California, New York, Illinois, New Jersey. These and other states, and many cities and towns, face serious economic challenges as the result of irresponsible decisions made over the past decade or more. There is a powerful combination of politicians and bureaucrats, at all levels, whose self-interest is served by keeping the unsustainable spending ball rolling down the road. Doing this plainly benefits these politicians and their government employee and dependency constituents.

No doubt some states and localities will be looking to Washington to bail them out. After all, they’ll say, everyone else has been bailed out or subsidized, from big banks that ravaged the finance sector to unions that ravaged auto manufacturers.

On the other hand, it bears noting that some states and localities have behaved responsibly. Some are pushing back hard on federal mandates, and starting to deal with public employee compensation and pension issues. They deserve support. And those less responsible deserve firm encouragement to deal with their problems themselves — with their own money.
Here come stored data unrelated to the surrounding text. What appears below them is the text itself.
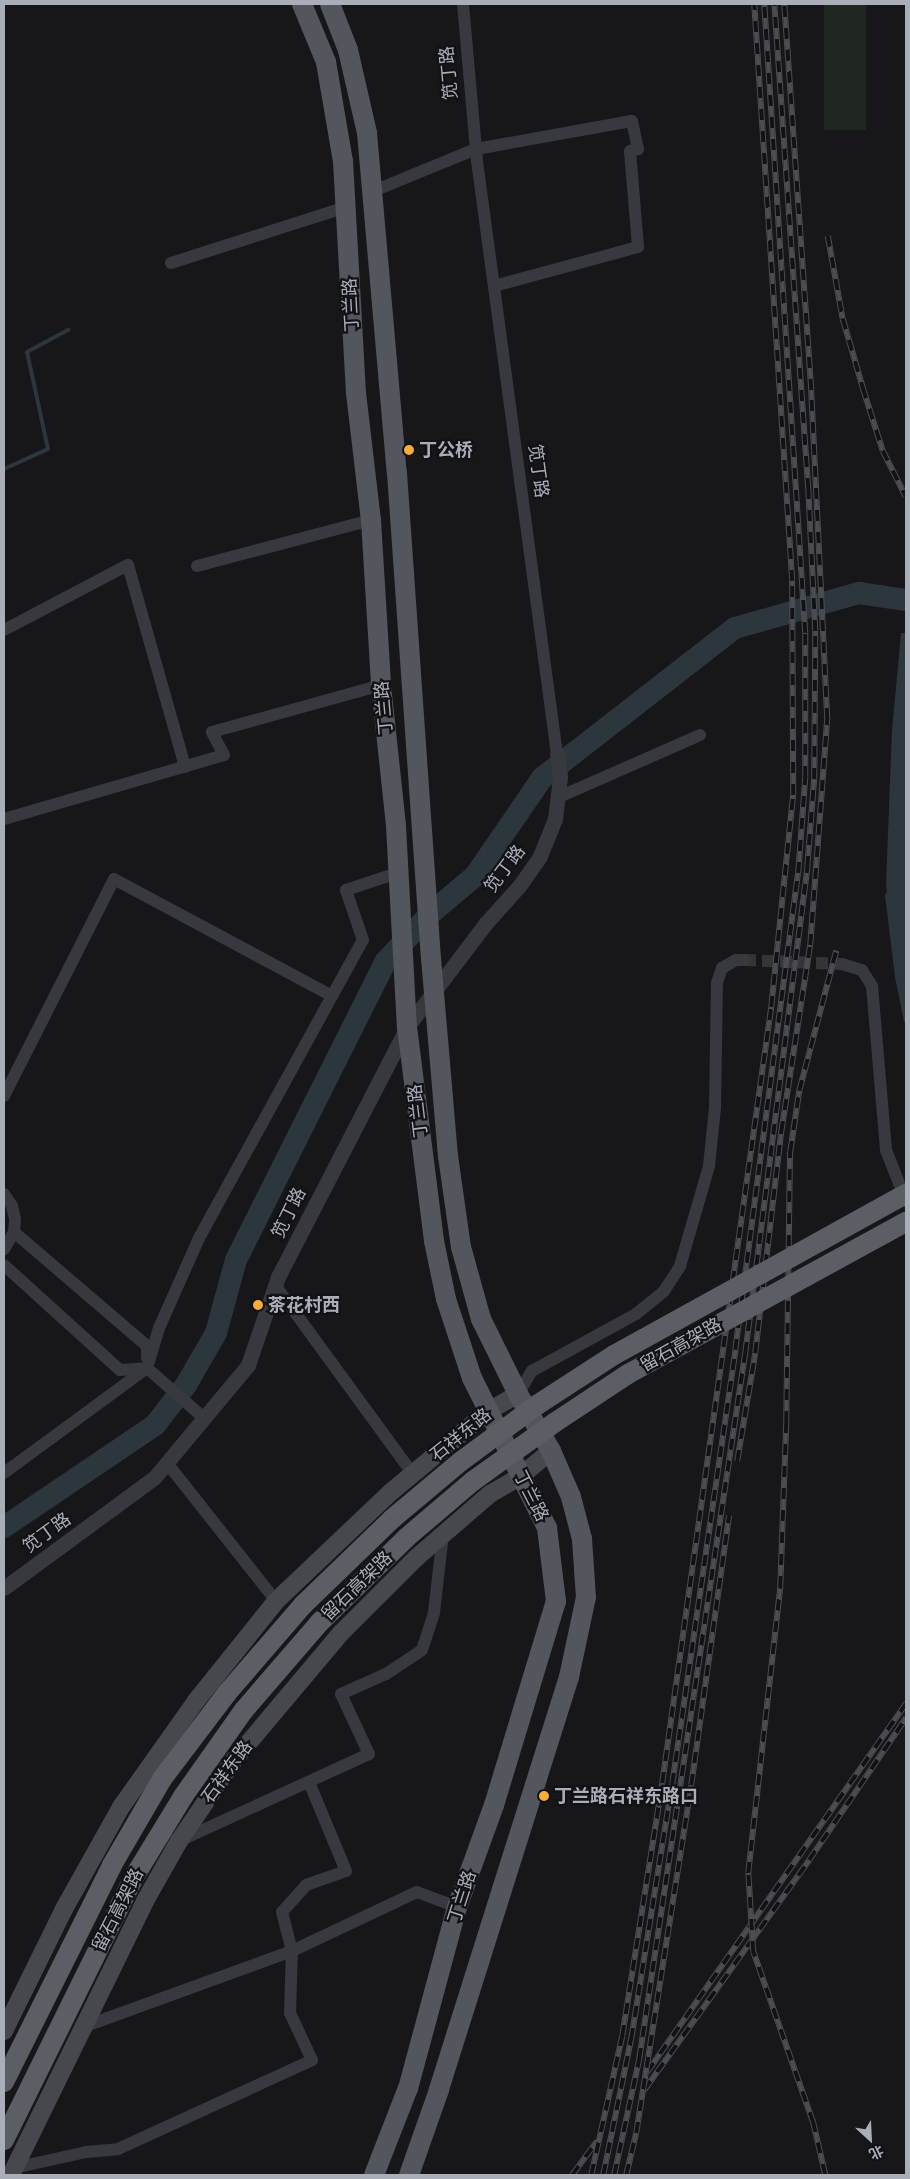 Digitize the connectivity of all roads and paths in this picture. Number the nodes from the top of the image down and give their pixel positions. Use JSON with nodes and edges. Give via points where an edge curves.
{"nodes":[{"id":1,"x":302,"y":4,"type":"edge"},
{"id":2,"x":330,"y":4,"type":"edge"},
{"id":3,"x":464,"y":4,"type":"edge"},
{"id":4,"x":476,"y":148,"type":"junction"},
{"id":5,"x":370,"y":192,"type":"junction"},
{"id":6,"x":346,"y":207,"type":"junction"},
{"id":7,"x":171,"y":263,"type":"dead end"},
{"id":8,"x":494,"y":286,"type":"junction"},
{"id":9,"x":371,"y":520,"type":"junction"},
{"id":10,"x":196,"y":566,"type":"dead end"},
{"id":11,"x":4,"y":630,"type":"edge"},
{"id":12,"x":381,"y":685,"type":"junction"},
{"id":13,"x":700,"y":735,"type":"dead end"},
{"id":14,"x":557,"y":754,"type":"joint"},
{"id":15,"x":185,"y":767,"type":"junction"},
{"id":16,"x":559,"y":797,"type":"junction"},
{"id":17,"x":4,"y":819,"type":"edge"},
{"id":18,"x":398,"y":874,"type":"junction"},
{"id":19,"x":744,"y":960,"type":"tunnel mouth"},
{"id":20,"x":842,"y":964,"type":"tunnel mouth"},
{"id":21,"x":435,"y":990,"type":"junction"},
{"id":22,"x":332,"y":996,"type":"junction"},
{"id":23,"x":407,"y":1027,"type":"junction"},
{"id":24,"x":4,"y":1096,"type":"edge"},
{"id":25,"x":4,"y":1194,"type":"edge"},
{"id":26,"x":906,"y":1194,"type":"edge"},
{"id":27,"x":906,"y":1202,"type":"edge"},
{"id":28,"x":906,"y":1222,"type":"edge"},
{"id":29,"x":14,"y":1232,"type":"junction"},
{"id":30,"x":4,"y":1249,"type":"edge"},
{"id":31,"x":4,"y":1265,"type":"edge"},
{"id":32,"x":276,"y":1285,"type":"junction"},
{"id":33,"x":147,"y":1368,"type":"junction"},
{"id":34,"x":518,"y":1394,"type":"junction"},
{"id":35,"x":487,"y":1412,"type":"junction"},
{"id":36,"x":200,"y":1413,"type":"junction"},
{"id":37,"x":551,"y":1451,"type":"junction"},
{"id":38,"x":167,"y":1462,"type":"junction"},
{"id":39,"x":4,"y":1473,"type":"edge"},
{"id":40,"x":413,"y":1474,"type":"junction"},
{"id":41,"x":521,"y":1476,"type":"junction"},
{"id":42,"x":443,"y":1534,"type":"junction"},
{"id":43,"x":4,"y":1588,"type":"edge"},
{"id":44,"x":276,"y":1601,"type":"junction"},
{"id":45,"x":309,"y":1782,"type":"junction"},
{"id":46,"x":179,"y":1841,"type":"junction"},
{"id":47,"x":457,"y":1907,"type":"junction"},
{"id":48,"x":292,"y":1951,"type":"junction"},
{"id":49,"x":83,"y":2027,"type":"junction"},
{"id":50,"x":4,"y":2031,"type":"edge"},
{"id":51,"x":4,"y":2082,"type":"edge"},
{"id":52,"x":4,"y":2140,"type":"edge"},
{"id":53,"x":12,"y":2172,"type":"edge"},
{"id":54,"x":374,"y":2175,"type":"edge"},
{"id":55,"x":409,"y":2175,"type":"edge"}],
"edges":[{"from":1,"to":6,"type":"main road","name":"丁兰路","via":[[326,62],[336,108]]},
{"from":2,"to":5,"type":"main road","name":"丁兰路","via":[[359,91],[367,133]]},
{"from":3,"to":4,"type":"street","name":"笕丁路"},
{"from":4,"to":5,"type":"street"},
{"from":4,"to":8,"type":"street","name":"笕丁路"},
{"from":4,"to":8,"type":"street","via":[[632,121],[638,149],[630,151],[638,247]]},
{"from":5,"to":21,"type":"main road","name":"丁兰路","via":[[398,473]]},
{"from":6,"to":7,"type":"street"},
{"from":6,"to":9,"type":"main road","name":"丁兰路","via":[[356,393]]},
{"from":8,"to":14,"type":"street","name":"笕丁路"},
{"from":9,"to":10,"type":"street"},
{"from":9,"to":12,"type":"main road","name":"丁兰路"},
{"from":11,"to":15,"type":"street","via":[[128,565]]},
{"from":12,"to":15,"type":"street","via":[[212,732],[224,755]]},
{"from":12,"to":18,"type":"main road","name":"丁兰路"},
{"from":13,"to":16,"type":"street"},
{"from":14,"to":16,"type":"street","name":"笕丁路"},
{"from":15,"to":17,"type":"street"},
{"from":16,"to":21,"type":"street","name":"笕丁路","via":[[555,819],[540,856]]},
{"from":18,"to":22,"type":"street","via":[[346,890],[362,940]]},
{"from":18,"to":23,"type":"main road","name":"丁兰路"},
{"from":19,"to":34,"type":"street","via":[[736,960],[722,968],[717,983],[715,1108],[709,1166],[680,1266],[664,1291],[636,1314],[532,1371]]},
{"from":20,"to":27,"type":"street","via":[[862,970],[872,986],[886,1150]]},
{"from":21,"to":23,"type":"street","name":"笕丁路"},
{"from":21,"to":34,"type":"main road","name":"丁兰路","via":[[448,1156],[462,1255],[481,1320]]},
{"from":22,"to":24,"type":"street","via":[[114,880]]},
{"from":22,"to":33,"type":"street","via":[[199,1238],[159,1328]]},
{"from":23,"to":32,"type":"street","name":"笕丁路","via":[[319,1193]]},
{"from":23,"to":35,"type":"main road","name":"丁兰路","via":[[434,1241],[446,1299]]},
{"from":25,"to":29,"type":"street","via":[[12,1206]]},
{"from":26,"to":51,"type":"highway","name":"留石高架路","bridge":true,"via":[[614,1355],[537,1405],[460,1462],[392,1519],[303,1605],[227,1693],[162,1779],[112,1865]]},
{"from":28,"to":52,"type":"highway","name":"留石高架路","bridge":true,"via":[[628,1374],[554,1423],[472,1482],[406,1538],[319,1623],[244,1710],[184,1795],[144,1861]]},
{"from":29,"to":30,"type":"street"},
{"from":29,"to":33,"type":"street","via":[[147,1346]]},
{"from":31,"to":33,"type":"street","via":[[120,1370]]},
{"from":32,"to":36,"type":"street","name":"笕丁路","via":[[248,1365]]},
{"from":32,"to":40,"type":"street"},
{"from":33,"to":36,"type":"street"},
{"from":33,"to":39,"type":"street"},
{"from":34,"to":35,"type":"main road","name":"石祥东路"},
{"from":34,"to":37,"type":"main road","name":"丁兰路"},
{"from":35,"to":40,"type":"main road","name":"石祥东路"},
{"from":35,"to":41,"type":"main road","name":"丁兰路"},
{"from":36,"to":38,"type":"street","name":"笕丁路"},
{"from":37,"to":41,"type":"main road","name":"石祥东路"},
{"from":37,"to":55,"type":"main road","name":"丁兰路","via":[[571,1497],[582,1539],[586,1597],[569,1677],[442,2081]]},
{"from":38,"to":43,"type":"street","name":"笕丁路","via":[[154,1478]]},
{"from":38,"to":44,"type":"street"},
{"from":40,"to":44,"type":"main road","name":"石祥东路"},
{"from":41,"to":42,"type":"main road","name":"石祥东路","via":[[490,1494]]},
{"from":41,"to":47,"type":"main road","name":"丁兰路","via":[[547,1528],[556,1601],[494,1805]]},
{"from":42,"to":45,"type":"street","via":[[434,1612],[422,1650],[386,1674],[341,1694],[369,1754]]},
{"from":42,"to":46,"type":"main road","name":"石祥东路","via":[[341,1633],[295,1685],[234,1760]]},
{"from":44,"to":50,"type":"main road","name":"石祥东路","via":[[196,1701],[121,1807],[64,1909]]},
{"from":45,"to":46,"type":"street"},
{"from":45,"to":48,"type":"street","via":[[346,1871],[306,1885],[282,1912]]},
{"from":46,"to":49,"type":"main road","name":"石祥东路","via":[[145,1901]]},
{"from":47,"to":48,"type":"street","via":[[417,1892]]},
{"from":47,"to":54,"type":"main road","name":"丁兰路","via":[[408,2088]]},
{"from":48,"to":49,"type":"street"},
{"from":48,"to":53,"type":"street","via":[[290,2013],[312,2060],[118,2149],[86,2152]]},
{"from":49,"to":53,"type":"main road","name":"石祥东路"}]}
There are encouraging developments. New Jersey Governor Chris Christie has been bold in attacking excessive spending, and his actions have the support of taxpayers. Likewise, Governor-elect Rick Scott in Florida has pledged an array of actions aimed at reducing the state’s $3.5 billion deficit, including a requirement that state employees contribute more to pension funds, a freeze on new regulations, and broad and aggressive budget cuts. In tandem, he has proposed eliminating the state’s corporate income tax, reducing property taxes, and expanding the use of vouchers.

At the federal level, the Build American Bonds Program, which encouraged states to incur excessive debt, has been eliminated. Moreover, California Republican Devin Nunes and others have proposed the Public Employee Pension Transparency Act. This law would require states to make accurate disclosures about their pension liabilities as a condition of eligibility to issue bonds exempt from federal taxation. The law will also make clear that state and local governments must meet their pension obligations and cannot look to the federal government for bailouts.

These developments are promising because it’s imperative that indebted states and localities, and their lenders, not be immune from the difficulties of dealing with the problems they have created for themselves. If San Franciscans want lavish pay and benefits for their firemen, it’s their call — so long as it’s their money.

For the newly elected Congress, this is an issue that needs to be at the very top of the “pay attention and don’t screw this up” list.

(An earlier version of this article appeared in The Washington Times on January 17, 2011.)